Threading refactoring renames

dzenanz · May 31, 2018, 7:53pm

In this patch (part of another threading refactoring pass), @blowekamp suggested renaming threads into workers, partly to make a distinction with the old concept of threads, partly to use a standard thread-pool terminology. Are there any strong opinions about this? @hjmjohnson @mstaring @matt.mccormick @fbudin @warfield @phcerdan @Niels_Dekker

blowekamp · May 31, 2018, 7:59pm

It looked like you were proposing to replace the “NumberOfThreads” with the “NumberOfWorkUnits”:
http://review.source.kitware.com/#/c/23489/2/Modules/Core/Common/include/itkProcessObject.h

I believe both concepts are still useful.

matt.mccormick · June 6, 2018, 6:11pm

Both NumberOfThreads and NumberOfWorkUnits are useful concepts, and it will be fantastic to have them separated in ITK 5.

As explained by @benoit and @warfield in this thread: Multi-threader refactoring, the separation of these two is critical for load balancing, which is critical for performance.

It will be a huge long term benefit to the toolkit if we:

Have algorithms specify their jobs in terms of work units instead of threads.
Have a maximum number of threads specified on the itk::MultiThreaderBase object. Since the number of threads can fluctuate throughout execution, and it in general the threading backends sometimes do not want to spawn too many threads, a user-specified maximum is better than a specific value.

warfield · June 6, 2018, 9:38pm

I think a convenient way to address the issue of how to control the number of threads available to the program is provided by the TBB task_scheduler_init API. This API controls the number of threads used by the task scheduler, the stack size for worker threads, and when the scheduler is created and destroyed.

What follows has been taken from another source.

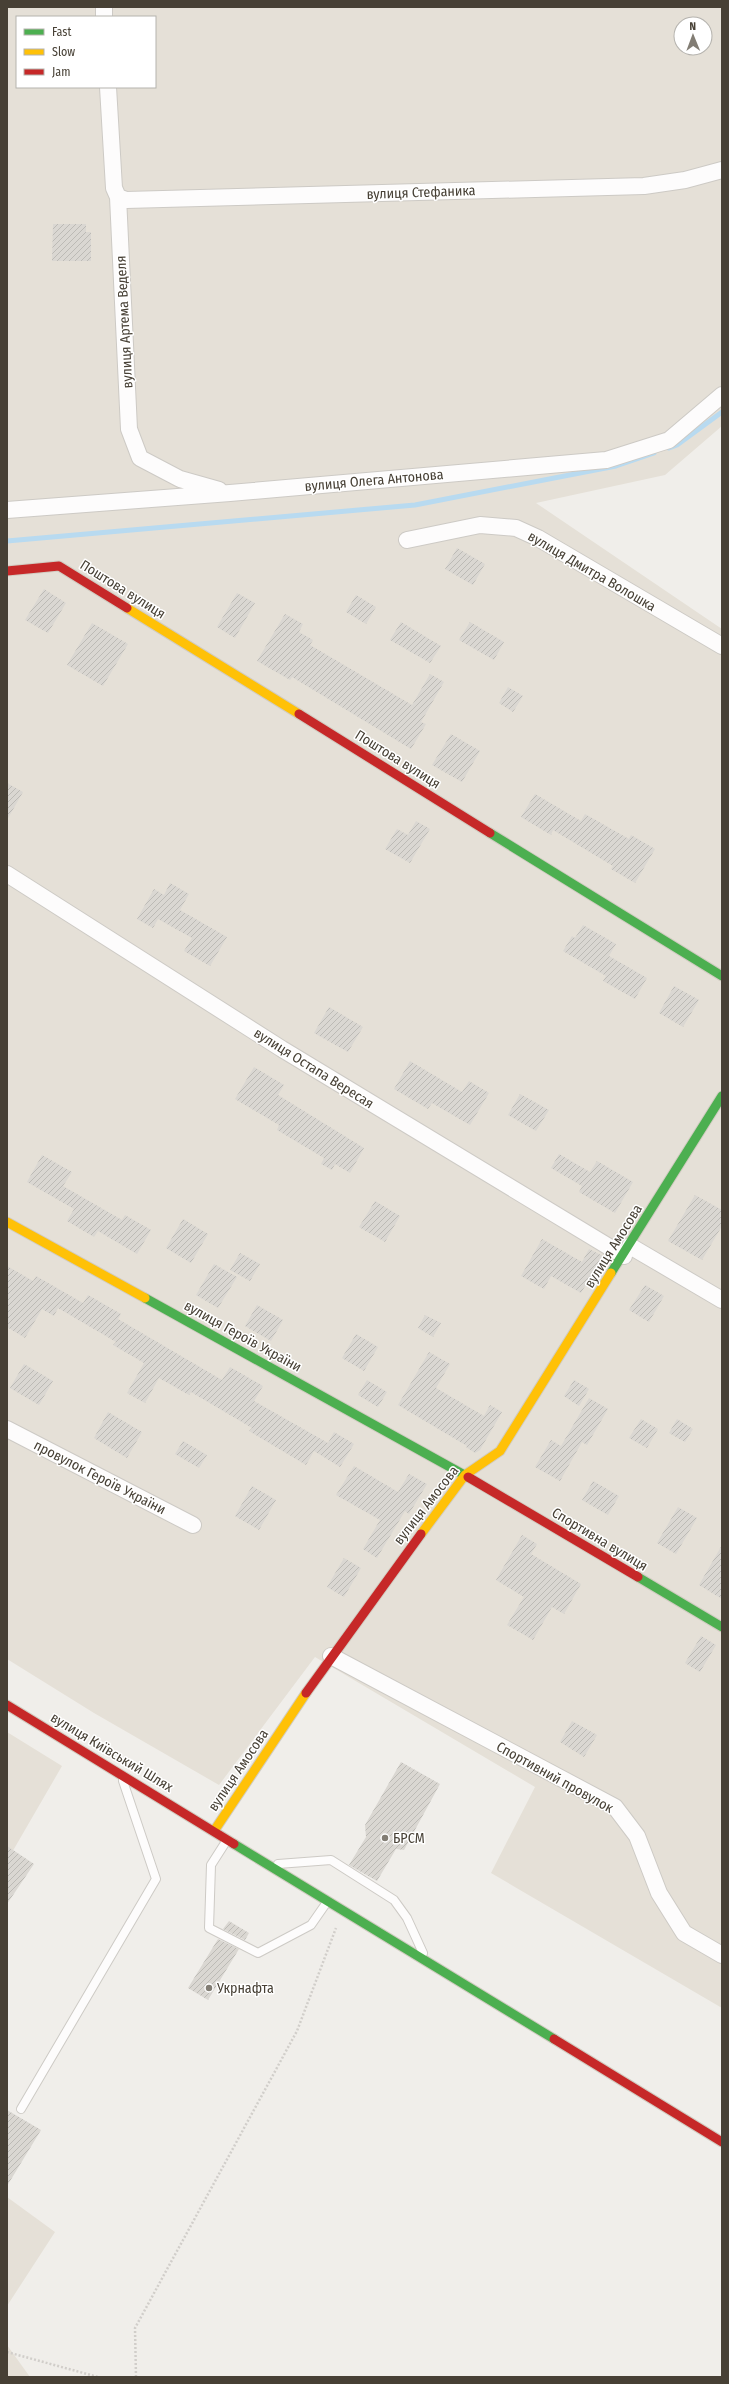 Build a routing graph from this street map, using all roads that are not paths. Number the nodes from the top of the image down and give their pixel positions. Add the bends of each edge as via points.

This is separate and distinct from the details of providing jobs/tasks to the workpile.

In our example filters, we allow a grainsize for jobs to be generated (by spatial decomposition) that can ensure many more tasks than threads, and therefore efficient scheduling of jobs on to threads, and effective dynamic load balancing. We made an effort to ensure how that efficiency was achieved did not require knowing what thread was running where at any time.

Some considerations are described here:

https://software.intel.com/en-us/node/506296

https://software.intel.com/en-us/blogs/2011/04/09/tbb-initialization-termination-and-resource-management-details-juicy-and-gory

https://software.intel.com/en-us/blogs/2010/12/28/tbb-30-and-processor-affinity

dzenanz · June 7, 2018, 4:49pm

In this proposed patch, I am doing that.